Record set:
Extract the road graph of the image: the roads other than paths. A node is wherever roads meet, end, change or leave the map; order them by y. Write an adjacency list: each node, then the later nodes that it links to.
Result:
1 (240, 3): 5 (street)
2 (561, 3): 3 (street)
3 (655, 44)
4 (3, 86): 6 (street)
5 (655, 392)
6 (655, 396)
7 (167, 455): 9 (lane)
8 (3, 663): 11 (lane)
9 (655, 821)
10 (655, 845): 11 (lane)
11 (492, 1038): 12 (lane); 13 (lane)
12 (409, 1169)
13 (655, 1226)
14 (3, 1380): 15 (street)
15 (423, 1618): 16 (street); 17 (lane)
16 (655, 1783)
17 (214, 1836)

Problem description: After reading the listing, copy all of it out exactly.

Response area:
Extract the road graph of the image: the roads other than paths. A node is wherever roads meet, end, change or leave the map; order them by y. Write an adjacency list: each node, then the later nodes that it links to.
Result:
1 (240, 3): 5 (street)
2 (561, 3): 3 (street)
3 (655, 44)
4 (3, 86): 6 (street)
5 (655, 392)
6 (655, 396)
7 (167, 455): 9 (lane)
8 (3, 663): 11 (lane)
9 (655, 821)
10 (655, 845): 11 (lane)
11 (492, 1038): 12 (lane); 13 (lane)
12 (409, 1169)
13 (655, 1226)
14 (3, 1380): 15 (street)
15 (423, 1618): 16 (street); 17 (lane)
16 (655, 1783)
17 (214, 1836)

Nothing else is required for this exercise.